It was once declared the world's deadliest terrorist organization, deploying hundreds of young women and children as suicide bombers. In 2014 there was global outrage when its militants kidnapped 276 schoolgirls from the small Nigerian town of Chibok.
Boko Haram has killed tens of thousands and displaced 2.3 million people from their homes since 2009. By 2014 it controlled 50,000 square kilometres of territory, and was responsible that year for more deaths than ISIS.
Since then, however, Boko Haram-whose name roughly translates to "Western education is a sin"-appears to be losing ground, forced to retreat from land once claimed as "caliphate" to its base in the northeast.
In conventional military terms, it might appear their days are numbered. But to underestimate the power and influence of Boko Haram would be a huge mistake, said University of Alberta sociologist Temitope Oriola, now finishing a book on the jihadist militants.
"The threat is an unimaginable one," he said. "They pose, quite literally, the most serious existential threat to the corporate existence of the federal republic of Nigeria since the civil war of 1967-70."
Tactics of terror
Although Boko Haram has lost significant territory, reduced now to "hit-and-run, guerilla tactics," said Oriola, they have in one sense become more lethal. Their movements are more fluid and unpredictable, and they can emerge anywhere: "Suicide bombings are much more difficult to confront."
It's not as if Oriola is prone to alarm. Raised and educated as an undergraduate in Nigeria, he once argued that Boko Haram's threat shouldn't be taken too seriously-it was a fringe movement that would soon die out.
"I was convinced of that at the time," he said. In the years following its founding in 2002, "It was contained in the northeast, in just one state. We had such confidence in our military, which was for all intents and purposes very well decorated, demonstrating again and again that they were quite capable."
But by 2011, the suicide bombings started and that changed everything, he said.
"I thought, 'OK, this is new-this is different.' That's when I started paying attention. The idea of individuals strapping bombs to themselves was anathema to the value system in that part of the country. It was staggering that it could happen."
More often than not, those bombers were young females, used to inflict casualties on soft targets such as markets, bus stations, soccer viewing spaces and worship centres.

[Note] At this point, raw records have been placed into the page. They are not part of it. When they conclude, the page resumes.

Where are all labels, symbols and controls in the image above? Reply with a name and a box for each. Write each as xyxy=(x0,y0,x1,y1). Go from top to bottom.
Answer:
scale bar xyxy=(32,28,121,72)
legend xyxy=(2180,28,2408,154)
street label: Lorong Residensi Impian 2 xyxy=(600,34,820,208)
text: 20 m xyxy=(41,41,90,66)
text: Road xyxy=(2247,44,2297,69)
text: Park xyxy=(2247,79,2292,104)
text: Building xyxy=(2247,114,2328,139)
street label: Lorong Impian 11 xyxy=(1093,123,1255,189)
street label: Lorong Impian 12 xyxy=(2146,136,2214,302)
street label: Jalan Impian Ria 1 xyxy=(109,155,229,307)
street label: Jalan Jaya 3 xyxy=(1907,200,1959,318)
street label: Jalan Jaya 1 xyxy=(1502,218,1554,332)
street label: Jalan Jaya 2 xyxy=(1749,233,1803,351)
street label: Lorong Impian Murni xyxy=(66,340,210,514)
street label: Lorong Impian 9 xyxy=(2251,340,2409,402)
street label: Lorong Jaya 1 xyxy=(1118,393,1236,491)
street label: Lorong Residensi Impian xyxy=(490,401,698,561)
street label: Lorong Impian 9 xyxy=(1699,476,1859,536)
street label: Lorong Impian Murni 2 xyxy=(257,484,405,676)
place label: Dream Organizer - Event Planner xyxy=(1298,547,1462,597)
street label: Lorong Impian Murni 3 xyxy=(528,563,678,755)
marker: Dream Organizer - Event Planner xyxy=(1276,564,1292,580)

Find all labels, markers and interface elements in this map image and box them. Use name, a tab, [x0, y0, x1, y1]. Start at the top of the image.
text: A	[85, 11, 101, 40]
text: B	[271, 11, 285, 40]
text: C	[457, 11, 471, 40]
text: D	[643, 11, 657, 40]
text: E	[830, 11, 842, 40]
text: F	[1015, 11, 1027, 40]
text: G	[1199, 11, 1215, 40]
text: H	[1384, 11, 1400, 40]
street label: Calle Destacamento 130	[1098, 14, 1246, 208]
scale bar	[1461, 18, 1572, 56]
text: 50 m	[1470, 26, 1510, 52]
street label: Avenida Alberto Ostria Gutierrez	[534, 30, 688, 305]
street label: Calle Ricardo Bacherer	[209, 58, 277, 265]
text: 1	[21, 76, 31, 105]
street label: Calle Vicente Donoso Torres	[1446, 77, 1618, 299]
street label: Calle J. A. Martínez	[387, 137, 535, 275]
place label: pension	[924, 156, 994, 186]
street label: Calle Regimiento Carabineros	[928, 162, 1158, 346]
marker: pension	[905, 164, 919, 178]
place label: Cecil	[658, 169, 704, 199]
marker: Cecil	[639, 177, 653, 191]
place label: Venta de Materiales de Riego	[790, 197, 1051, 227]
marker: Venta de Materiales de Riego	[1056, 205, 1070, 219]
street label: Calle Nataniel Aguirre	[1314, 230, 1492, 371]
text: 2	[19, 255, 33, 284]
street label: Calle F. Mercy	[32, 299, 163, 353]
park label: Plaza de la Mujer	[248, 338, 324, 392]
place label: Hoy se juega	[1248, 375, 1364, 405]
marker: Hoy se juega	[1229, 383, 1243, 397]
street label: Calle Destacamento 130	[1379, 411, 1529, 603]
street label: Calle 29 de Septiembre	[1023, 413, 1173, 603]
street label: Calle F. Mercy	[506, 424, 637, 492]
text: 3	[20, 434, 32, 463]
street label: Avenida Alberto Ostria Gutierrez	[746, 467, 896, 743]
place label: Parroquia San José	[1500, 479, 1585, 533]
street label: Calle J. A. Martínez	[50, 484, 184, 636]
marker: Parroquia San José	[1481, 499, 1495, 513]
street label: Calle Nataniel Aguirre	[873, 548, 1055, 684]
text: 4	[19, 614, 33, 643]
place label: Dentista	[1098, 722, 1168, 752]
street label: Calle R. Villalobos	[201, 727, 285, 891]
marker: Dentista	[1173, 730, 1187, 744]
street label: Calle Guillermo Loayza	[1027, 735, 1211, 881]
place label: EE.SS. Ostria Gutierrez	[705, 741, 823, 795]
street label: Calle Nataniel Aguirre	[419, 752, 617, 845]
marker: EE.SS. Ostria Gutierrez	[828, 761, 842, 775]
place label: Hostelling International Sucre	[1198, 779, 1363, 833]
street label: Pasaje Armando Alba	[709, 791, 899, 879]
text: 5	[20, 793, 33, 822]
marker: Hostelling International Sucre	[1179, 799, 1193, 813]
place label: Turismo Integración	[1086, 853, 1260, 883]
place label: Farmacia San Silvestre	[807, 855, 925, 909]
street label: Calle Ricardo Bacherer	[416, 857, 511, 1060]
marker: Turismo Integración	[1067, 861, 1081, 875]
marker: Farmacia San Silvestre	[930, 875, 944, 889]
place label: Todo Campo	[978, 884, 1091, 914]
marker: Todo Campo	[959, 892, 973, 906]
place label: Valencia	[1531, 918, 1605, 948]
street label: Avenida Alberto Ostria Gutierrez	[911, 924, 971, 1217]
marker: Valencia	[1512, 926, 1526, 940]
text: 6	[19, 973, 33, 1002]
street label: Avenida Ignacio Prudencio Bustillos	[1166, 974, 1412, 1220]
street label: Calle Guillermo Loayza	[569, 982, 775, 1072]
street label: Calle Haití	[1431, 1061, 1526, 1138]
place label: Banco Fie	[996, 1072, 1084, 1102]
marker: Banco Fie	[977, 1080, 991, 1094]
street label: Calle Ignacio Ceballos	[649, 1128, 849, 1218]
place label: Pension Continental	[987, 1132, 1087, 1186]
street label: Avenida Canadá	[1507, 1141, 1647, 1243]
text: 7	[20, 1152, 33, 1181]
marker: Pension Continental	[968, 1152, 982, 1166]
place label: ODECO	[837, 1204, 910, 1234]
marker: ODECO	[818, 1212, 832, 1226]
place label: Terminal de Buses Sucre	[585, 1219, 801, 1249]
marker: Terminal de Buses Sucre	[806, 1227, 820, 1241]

Of the 434 bombers the group deployed between April 2011 and June 2017, 244 have been identified as female, said Oriola, and three-quarters of them were either women or children. The youngest ever deployed was believed to be seven years old.
Boko Haram also uses rape as a conscious strategic ploy, he said, kidnapping young women and forcing them to bear children-"a deliberate attempt to produce progeny.
"Such has been the level of systematic rape that the United Nations Population Fund helped with the deliveries of 16,000 babies within one year (2014-15) in Boko Haram-ravaged northeastern Nigeria."
Though the very idea of suicide bombers may shock many Nigerians, treating women as property to serve the needs of men does not, said Oriola. One reason recruitment is so successful is that the group's ideology is rooted in widespread and systemic misogyny.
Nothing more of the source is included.